Britain is now in the surreal situation where pensioners are earning more than workers. As this ONS chart shows, average salaries for workers, in real terms, are at roughly the level they were in 2011 – and 2003. Yet pensions have kept on rising.
Obviously, we want to ensure that people can enjoy a comfortable old age. But we’ve reached a surreal – and wrong-headed – situation where the people who are actually working, day in, day out, are making less from their labours than those who are enjoying the fruits of their labours in decades past.
Those aged 65-74 now have a greater share of UK wealth, claims the Resolution Foundation, than those aged under 45.
There are all sorts of reasons for this: the Government’s “triple lock” guarantee, years of rising house prices, the natural consequences of having paid off your mortgage and having a decent pension portfolio.

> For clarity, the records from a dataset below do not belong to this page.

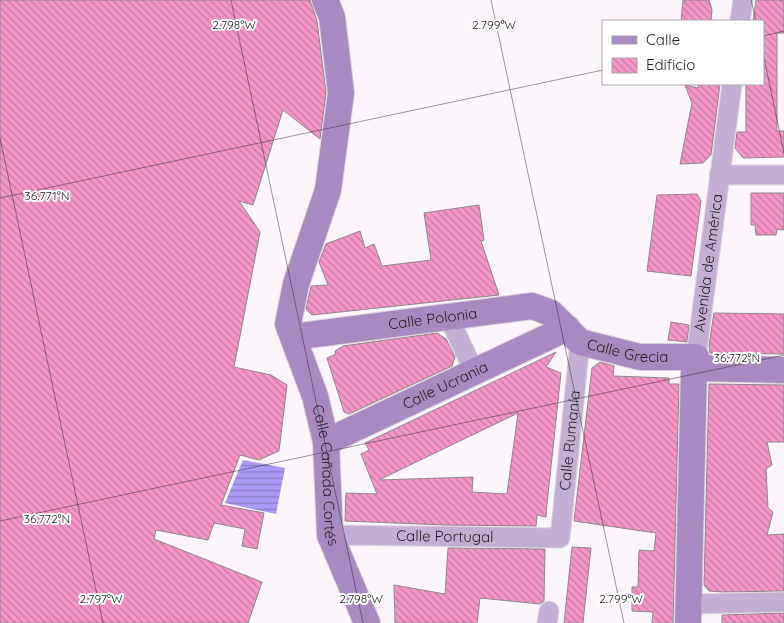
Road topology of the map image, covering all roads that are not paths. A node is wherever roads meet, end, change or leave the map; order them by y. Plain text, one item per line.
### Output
1 (326, 0) edge
2 (743, 0) edge
3 (740, 20) edge
4 (732, 85) edge
5 (719, 175) junction
6 (784, 175) edge
7 (449, 318) junction
8 (291, 331) junction
9 (573, 335) junction
10 (695, 362) junction
11 (784, 370) edge
12 (474, 371) junction
13 (326, 442) junction
14 (330, 535) junction
15 (560, 538) joint
16 (784, 602) edge
17 (688, 613) edge
18 (367, 623) edge

1 - 8 street
2 - 3 street
4 - 5 street, Avenida de América
5 - 6 street
5 - 10 street, Avenida de América
7 - 8 street, Calle Polonia
7 - 9 street, Calle Polonia
7 - 12 street
8 - 13 street, Calle Cañada Cortés
9 - 10 street, Calle Grecia
9 - 12 street, Calle Ucrania
9 - 15 street, Calle Rumanía
10 - 11 street, Calle Grecia
10 - 17 street, Avenida de América
12 - 13 street, Calle Ucrania
13 - 14 street, Calle Cañada Cortés
14 - 15 street, Calle Portugal
14 - 18 street, Calle Cañada Cortés
16 - 17 street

But it’s also down to – yes – the tax system.
This chart from the Treasury shows the balance between the different kinds of taxes that the government takes in:
As is immediately apparent, those on income (the dark blue segment) are vast – and those on capital (bright green) are tiny.
I don’t want to come over all Thomas Piketty here: I’m well aware of the case against double taxation (ie that if you’ve already had your income taxed, why should the government have the right to tax what you buy with it?).
But what Philip Hammond is lumbered with is a tax system which asks workers to pay for pensioners – even when those pensioners, in many cases, have substantially higher assets, substantially higher incomes and a substantially higher quality of life.
And the same system, at the same time, asks a shrinking number of those workers at the top of the pay scale to pay ever larger amounts to cover all the rest of us.
Today, when the Chancellor stands up, I don’t expect him to do too much to change this. It’s far easier to focus on the output rather than the input – how to fund infrastructure, the NHS, welfare and so on and so forth.
But at some point, we need to have a serious think about the fact that our taxation system has an ever narrower and ever less stable base.
Otherwise Mr Hammond, or his successors, could be in for a very rude awakening when it finally topples over.